## Task
Your response should contain every line from the data below that holds the string "Division".

===== Source records

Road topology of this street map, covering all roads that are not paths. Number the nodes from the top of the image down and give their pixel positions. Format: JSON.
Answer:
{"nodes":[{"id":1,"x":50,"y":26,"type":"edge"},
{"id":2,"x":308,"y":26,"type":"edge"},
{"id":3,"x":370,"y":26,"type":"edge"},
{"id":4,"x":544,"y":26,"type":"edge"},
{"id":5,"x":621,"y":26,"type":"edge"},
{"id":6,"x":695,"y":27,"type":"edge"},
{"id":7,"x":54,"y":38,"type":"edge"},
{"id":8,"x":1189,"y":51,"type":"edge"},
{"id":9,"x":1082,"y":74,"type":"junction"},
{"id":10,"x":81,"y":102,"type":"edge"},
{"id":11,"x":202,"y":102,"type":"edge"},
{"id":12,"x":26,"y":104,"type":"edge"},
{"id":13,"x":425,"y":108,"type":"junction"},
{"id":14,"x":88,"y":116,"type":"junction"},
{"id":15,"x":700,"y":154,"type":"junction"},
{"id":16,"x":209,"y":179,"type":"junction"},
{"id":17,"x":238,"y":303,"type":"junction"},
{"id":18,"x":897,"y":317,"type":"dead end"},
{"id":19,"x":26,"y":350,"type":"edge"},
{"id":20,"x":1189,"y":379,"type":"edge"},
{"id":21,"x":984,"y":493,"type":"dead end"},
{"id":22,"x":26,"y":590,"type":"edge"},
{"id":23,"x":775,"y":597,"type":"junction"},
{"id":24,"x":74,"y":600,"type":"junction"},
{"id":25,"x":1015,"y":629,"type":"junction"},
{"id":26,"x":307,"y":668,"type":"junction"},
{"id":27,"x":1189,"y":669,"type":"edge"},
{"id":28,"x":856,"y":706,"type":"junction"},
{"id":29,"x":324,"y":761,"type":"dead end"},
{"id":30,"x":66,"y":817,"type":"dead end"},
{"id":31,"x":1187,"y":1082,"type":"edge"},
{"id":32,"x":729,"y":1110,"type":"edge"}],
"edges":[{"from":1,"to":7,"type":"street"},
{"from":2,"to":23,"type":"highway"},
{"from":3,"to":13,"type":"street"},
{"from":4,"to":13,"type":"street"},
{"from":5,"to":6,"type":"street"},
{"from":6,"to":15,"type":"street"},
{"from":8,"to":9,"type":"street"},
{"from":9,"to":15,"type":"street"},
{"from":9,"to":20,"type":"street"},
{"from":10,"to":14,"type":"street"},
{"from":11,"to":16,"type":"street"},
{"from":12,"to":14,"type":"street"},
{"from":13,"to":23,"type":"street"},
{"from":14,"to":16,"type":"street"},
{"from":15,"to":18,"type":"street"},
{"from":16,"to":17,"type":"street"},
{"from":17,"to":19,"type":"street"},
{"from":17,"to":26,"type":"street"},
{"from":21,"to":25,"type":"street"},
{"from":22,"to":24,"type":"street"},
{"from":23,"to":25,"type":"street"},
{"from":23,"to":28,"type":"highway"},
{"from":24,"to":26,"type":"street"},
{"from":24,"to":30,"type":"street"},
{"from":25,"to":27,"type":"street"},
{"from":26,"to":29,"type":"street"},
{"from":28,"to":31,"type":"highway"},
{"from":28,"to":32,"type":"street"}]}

==========
===== Source records

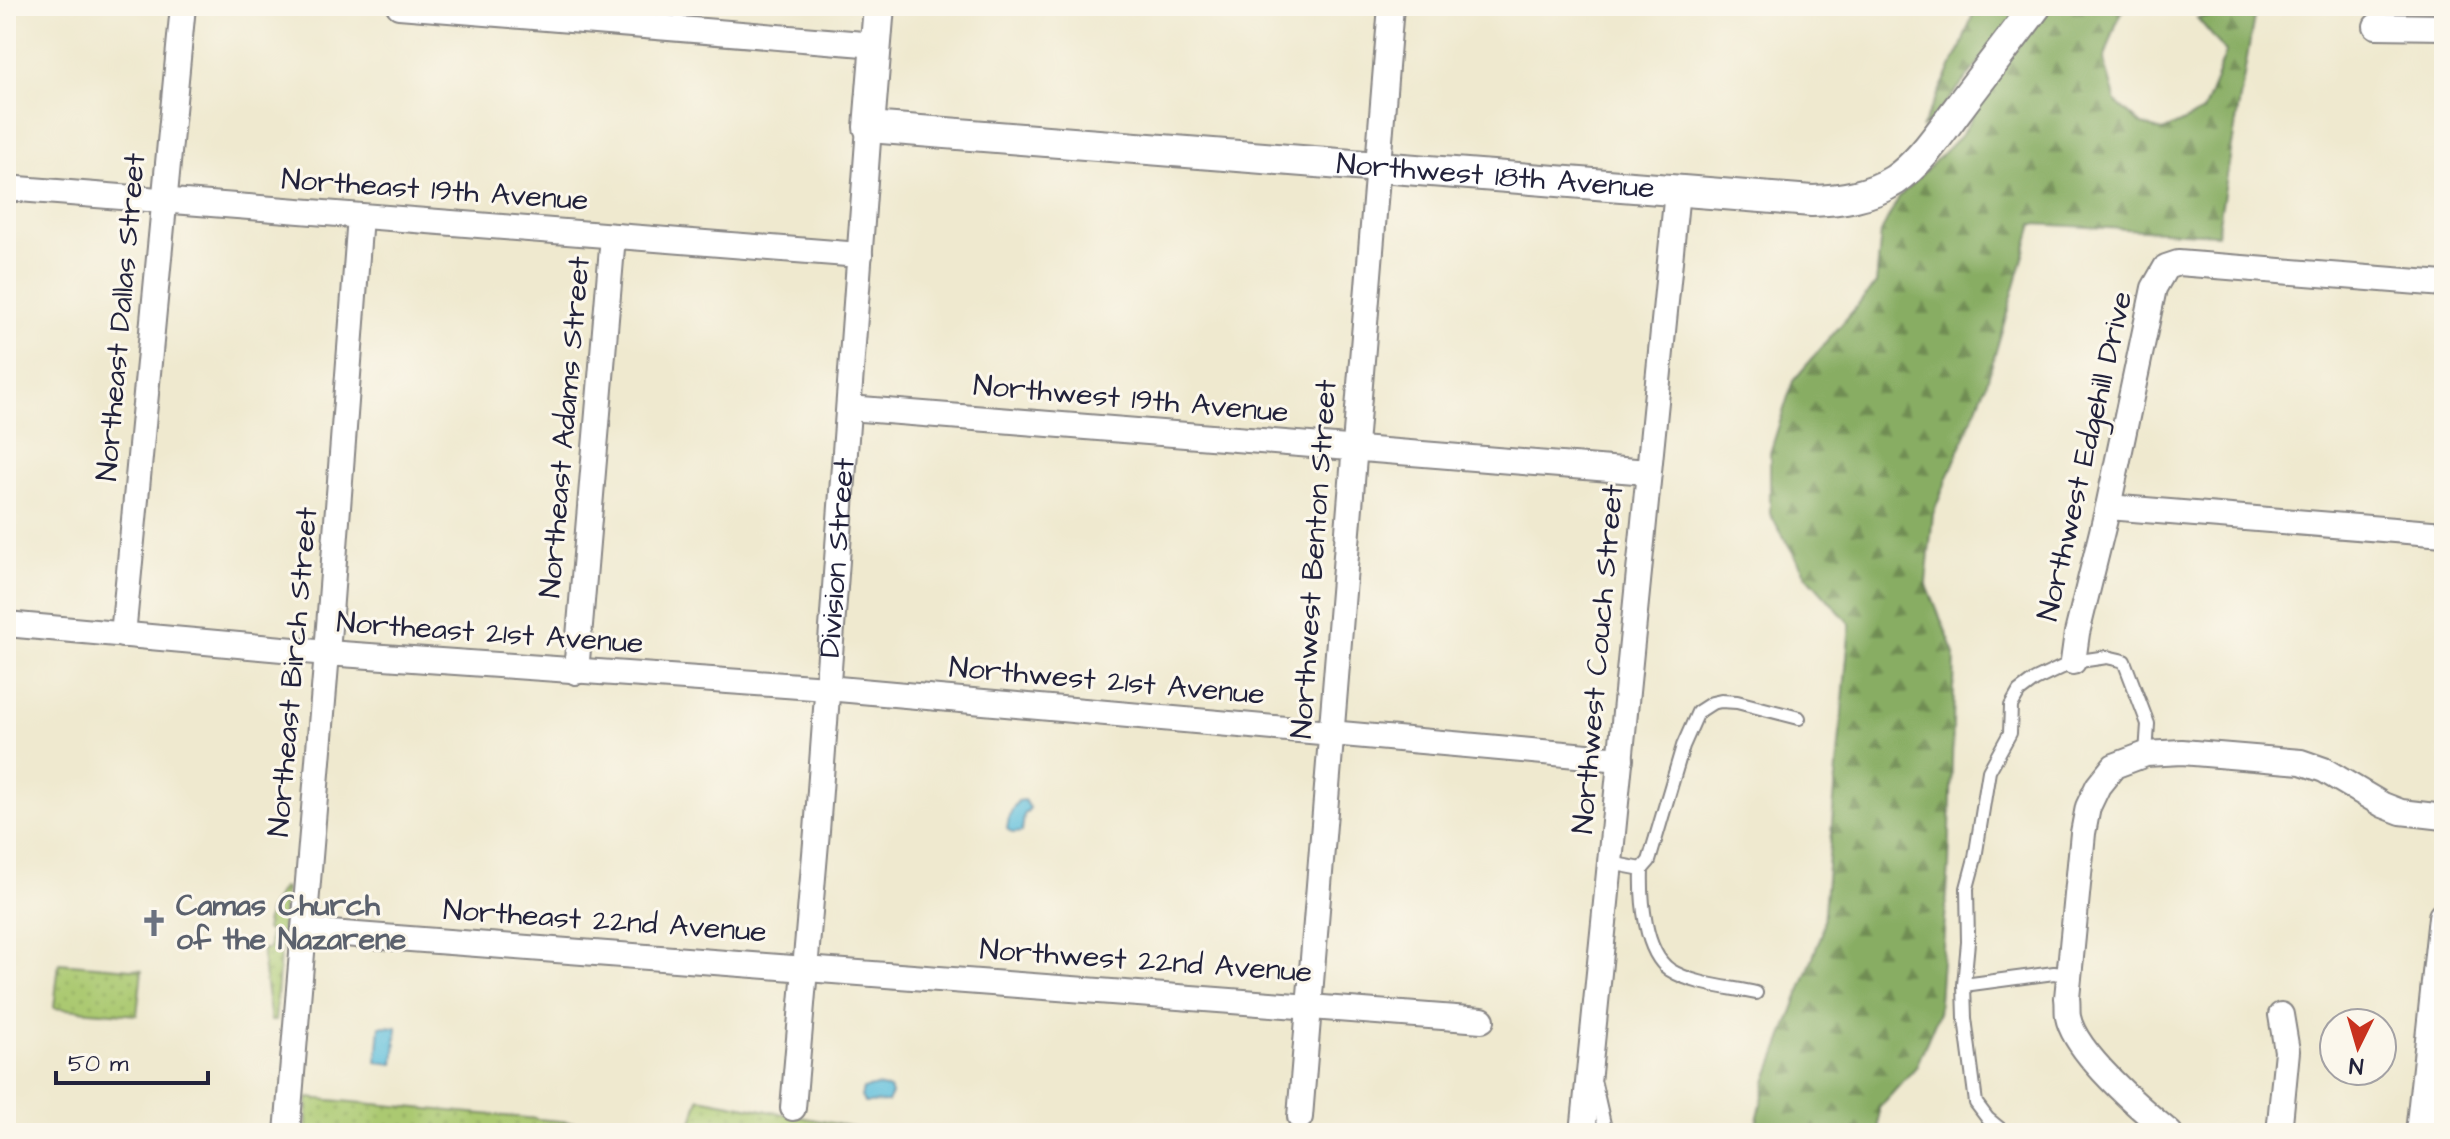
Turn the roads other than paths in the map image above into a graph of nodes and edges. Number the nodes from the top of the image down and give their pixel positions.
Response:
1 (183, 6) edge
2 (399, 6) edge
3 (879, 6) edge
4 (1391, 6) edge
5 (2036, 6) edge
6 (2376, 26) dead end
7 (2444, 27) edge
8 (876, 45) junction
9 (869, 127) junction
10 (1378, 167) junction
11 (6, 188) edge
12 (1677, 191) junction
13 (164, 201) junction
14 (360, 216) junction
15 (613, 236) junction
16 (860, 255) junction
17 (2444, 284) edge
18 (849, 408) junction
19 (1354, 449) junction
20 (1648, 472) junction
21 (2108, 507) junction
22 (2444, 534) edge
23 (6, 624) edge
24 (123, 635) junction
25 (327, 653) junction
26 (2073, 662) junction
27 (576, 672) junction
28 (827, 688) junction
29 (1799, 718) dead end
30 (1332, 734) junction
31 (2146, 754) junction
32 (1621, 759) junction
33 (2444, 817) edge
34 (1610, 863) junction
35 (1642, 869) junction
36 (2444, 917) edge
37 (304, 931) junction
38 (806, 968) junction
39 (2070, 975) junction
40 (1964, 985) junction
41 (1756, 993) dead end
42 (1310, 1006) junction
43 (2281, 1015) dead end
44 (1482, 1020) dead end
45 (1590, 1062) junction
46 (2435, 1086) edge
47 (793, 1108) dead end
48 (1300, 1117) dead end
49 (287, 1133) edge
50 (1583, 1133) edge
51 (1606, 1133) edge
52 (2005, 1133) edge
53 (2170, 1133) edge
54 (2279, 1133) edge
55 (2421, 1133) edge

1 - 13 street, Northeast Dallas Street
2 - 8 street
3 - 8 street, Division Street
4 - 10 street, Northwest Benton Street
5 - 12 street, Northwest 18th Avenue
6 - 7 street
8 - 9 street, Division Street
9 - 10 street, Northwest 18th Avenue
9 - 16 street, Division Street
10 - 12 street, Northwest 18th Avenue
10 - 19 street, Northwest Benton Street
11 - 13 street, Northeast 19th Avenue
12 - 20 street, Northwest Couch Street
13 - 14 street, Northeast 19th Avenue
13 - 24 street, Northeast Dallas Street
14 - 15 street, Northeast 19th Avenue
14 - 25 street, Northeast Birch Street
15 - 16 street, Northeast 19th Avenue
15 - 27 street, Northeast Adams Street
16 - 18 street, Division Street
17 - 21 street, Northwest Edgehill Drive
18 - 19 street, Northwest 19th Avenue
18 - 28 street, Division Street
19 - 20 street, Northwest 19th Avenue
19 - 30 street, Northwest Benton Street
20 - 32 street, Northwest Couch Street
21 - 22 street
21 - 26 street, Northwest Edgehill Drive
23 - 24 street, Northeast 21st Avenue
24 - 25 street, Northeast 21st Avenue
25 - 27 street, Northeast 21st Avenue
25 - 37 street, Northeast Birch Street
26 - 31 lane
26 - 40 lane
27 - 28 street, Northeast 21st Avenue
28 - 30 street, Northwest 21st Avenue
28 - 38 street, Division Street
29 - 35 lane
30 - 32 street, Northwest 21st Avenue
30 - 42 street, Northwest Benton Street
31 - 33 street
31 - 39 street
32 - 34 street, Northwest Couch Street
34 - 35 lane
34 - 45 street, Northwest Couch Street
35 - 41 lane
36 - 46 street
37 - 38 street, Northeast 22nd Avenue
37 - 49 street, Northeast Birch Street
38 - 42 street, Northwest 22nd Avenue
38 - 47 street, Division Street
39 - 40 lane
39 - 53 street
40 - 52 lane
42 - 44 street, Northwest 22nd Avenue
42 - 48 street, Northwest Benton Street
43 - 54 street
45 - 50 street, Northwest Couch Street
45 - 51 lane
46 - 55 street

==========

## Output for this task
3 - 8 street, Division Street
8 - 9 street, Division Street
9 - 16 street, Division Street
16 - 18 street, Division Street
18 - 28 street, Division Street
28 - 38 street, Division Street
38 - 47 street, Division Street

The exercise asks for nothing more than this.